In practice, the Spiny Shell serves mainly as a means for lower ranked players (and especially the AI racers) to troll the better ones. Now don’t get me wrong, that can make for some incredible entertainment, particularly if you’re not the person in first, but it’s certainly not terribly effective at bridging the skill gap that put the players in their relative positions in the first place. It merely gives one group a means to lash out at another in a futile attempt to feel better when they come up short by comparison. It neither imparts skill to them nor encourages them to improve. It can’t take away the drive, skill, luck or natural talent of the winner either, but it can frustrate them enough to stop playing.
This holds true for all schemes that seek to impose equality of outcome by attempting to redistribute success. Progressive tax systems that take money from the rich and give it to the poor never succeed in creating rich people out of the poor, nor have they turned the Warren Buffets of the world into paupers. Obamacare hasn’t made the poor healthier and the wealthy sicker. EPA regulations and fines haven’t stopped oil and gas companies from dominating the energy market, nor have the subsidies to solar companies made green energy more financially viable. Or to pick an example in the news today, giving Gaza to the Palestinians didn’t make them freer and the Israelis less democratic.

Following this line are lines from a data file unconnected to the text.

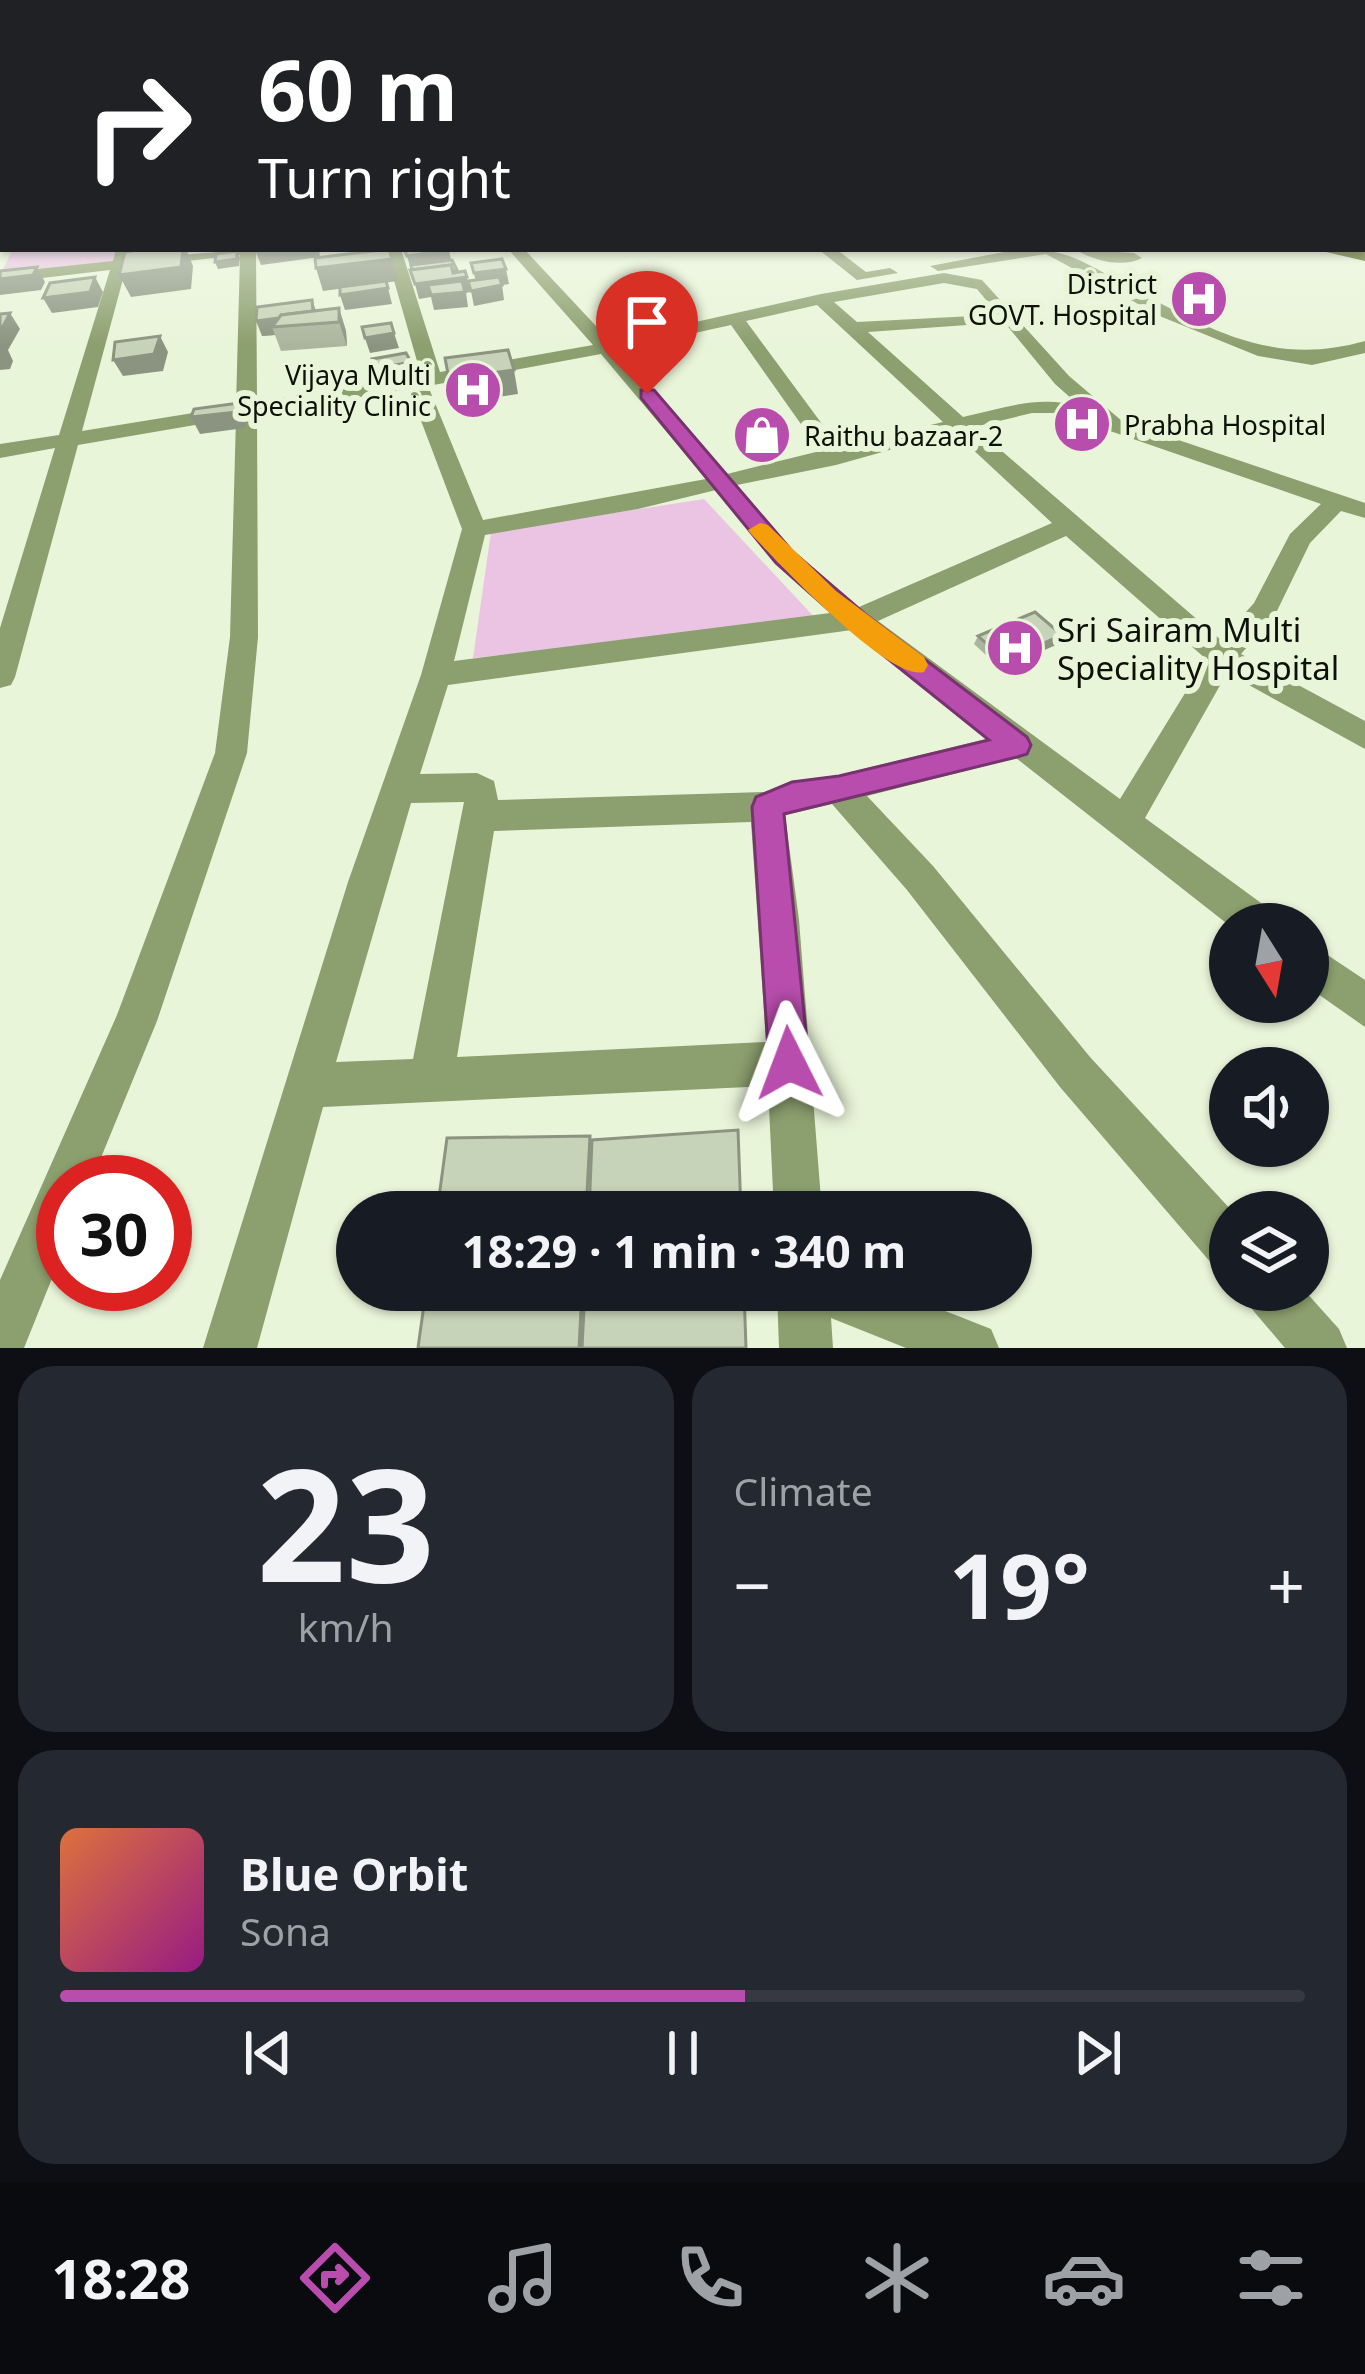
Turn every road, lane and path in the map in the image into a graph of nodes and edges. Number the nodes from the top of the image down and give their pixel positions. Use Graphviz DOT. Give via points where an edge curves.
graph roads {
  1 [pos="171,252"];
  2 [pos="248,252"];
  3 [pos="393,252"];
  4 [pos="830,252"];
  5 [pos="1029,252"];
  6 [pos="1055,252"];
  7 [pos="1091,252"];
  8 [pos="119,254"];
  9 [pos="1146,254"];
  10 [pos="520,255"];
  11 [pos="17,260"];
  12 [pos="0,278"];
  13 [pos="821,299"];
  14 [pos="967,320"];
  15 [pos="737,321"];
  16 [pos="854,328"];
  17 [pos="1365,346"];
  18 [pos="604,348"];
  19 [pos="423,377"];
  20 [pos="248,410"];
  21 [pos="958,422"];
  22 [pos="1115,427"];
  23 [pos="71,438"];
  24 [pos="0,451"];
  25 [pos="836,458"];
  26 [pos="720,484"];
  27 [pos="1336,502"];
  28 [pos="1365,512"];
  29 [pos="1069,525"];
  30 [pos="474,530"];
  31 [pos="856,620"];
  32 [pos="1222,657"];
  33 [pos="436,675"];
  34 [pos="0,676"];
  35 [pos="1365,736"];
  36 [pos="1017,745"];
  37 [pos="398,789"];
  38 [pos="839,789"];
  39 [pos="767,807"];
  40 [pos="479,815"];
  41 [pos="1124,823"];
  42 [pos="1230,903"];
  43 [pos="1329,978"];
  44 [pos="1365,1006"];
  45 [pos="789,1063"];
  46 [pos="431,1080"];
  47 [pos="306,1086"];
  48 [pos="79,1155"];
  49 [pos="797,1191"];
  50 [pos="1209,1222"];
  51 [pos="36,1255"];
  52 [pos="804,1311"];
  53 [pos="879,1311"];
  54 [pos="1287,1311"];
  55 [pos="0,1340"];
  56 [pos="230,1348"];
  57 [pos="806,1348"];
  58 [pos="972,1348"];
  59 [pos="1320,1348"];
  1 -- 8 [label="street"];
  2 -- 20 [label="street"];
  3 -- 19 [label="street"];
  4 -- 5 [label="street" via="863,277"];
  6 -- 17 [label="street" via="1264,351 1321,359"];
  7 -- 9 [label="street"];
  8 -- 11 [label="street"];
  8 -- 12 [label="street"];
  8 -- 23 [label="street"];
  10 -- 18 [label="street"];
  13 -- 15 [label="street"];
  13 -- 16 [label="street"];
  13 -- 22 [label="street" via="944,278 982,285 1062,380"];
  14 -- 16 [label="street"];
  15 -- 18 [label="street"];
  15 -- 25 [label="street"];
  16 -- 21 [label="street"];
  18 -- 19 [label="street"];
  18 -- 26 [label="street"];
  19 -- 20 [label="street"];
  19 -- 30 [label="street"];
  20 -- 23 [label="street"];
  20 -- 48 [label="street" via="244,637 232,753"];
  21 -- 22 [label="street" via="1060,406"];
  21 -- 25 [label="street"];
  21 -- 29 [label="street"];
  22 -- 27 [label="street"];
  23 -- 24 [label="street"];
  23 -- 34 [label="street"];
  25 -- 26 [label="street"];
  26 -- 30 [label="street"];
  26 -- 31 [label="street" via="784,557"];
  27 -- 28 [label="street"];
  27 -- 32 [label="street" via="1299,540 1265,608"];
  29 -- 31 [label="street"];
  29 -- 32 [label="street"];
  30 -- 33 [label="street"];
  31 -- 33 [label="street"];
  31 -- 36 [label="street"];
  32 -- 35 [label="street"];
  32 -- 41 [label="street"];
  33 -- 37 [label="street"];
  36 -- 38 [label="street"];
  36 -- 41 [label="street"];
  37 -- 40 [label="street" via="477,787"];
  37 -- 47 [label="street"];
  38 -- 39 [label="street"];
  38 -- 50 [label="street"];
  39 -- 40 [label="street"];
  39 -- 45 [label="street"];
  40 -- 46 [label="street"];
  41 -- 42 [label="street"];
  43 -- 44 [label="street"];
  45 -- 46 [label="street"];
  45 -- 49 [label="street"];
  46 -- 47 [label="street"];
  47 -- 56 [label="street"];
  51 -- 55 [label="street"];
  52 -- 57 [label="street"];
  53 -- 58 [label="street"];
  54 -- 59 [label="street"];
}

When the frustration of being harassed for their success grows large enough, people just leave the game. In the Mario Kart world, that takes the form of incredibly creative uses of profanity, flying controllers, and someone stomping out of the room ne’er to return. In the real world, it involves hiding money, skirting regulations, buying exemptions, or straight up moving out of the jurisdiction of those who would seek to use these Blue Shells.
So the next time a politician comes to you with a magic bullet that will make the less fortunate, less skillful, less talented, and/or less hard working get to a better place by shooting it at the folks who have succeeded due to their ability, effort, or dumb luck, just remember that like that spiny blue shell, it'll change very little beyond making someone else’s life miserable.
Also, Luigi will drive by your house and give you the death stare for it.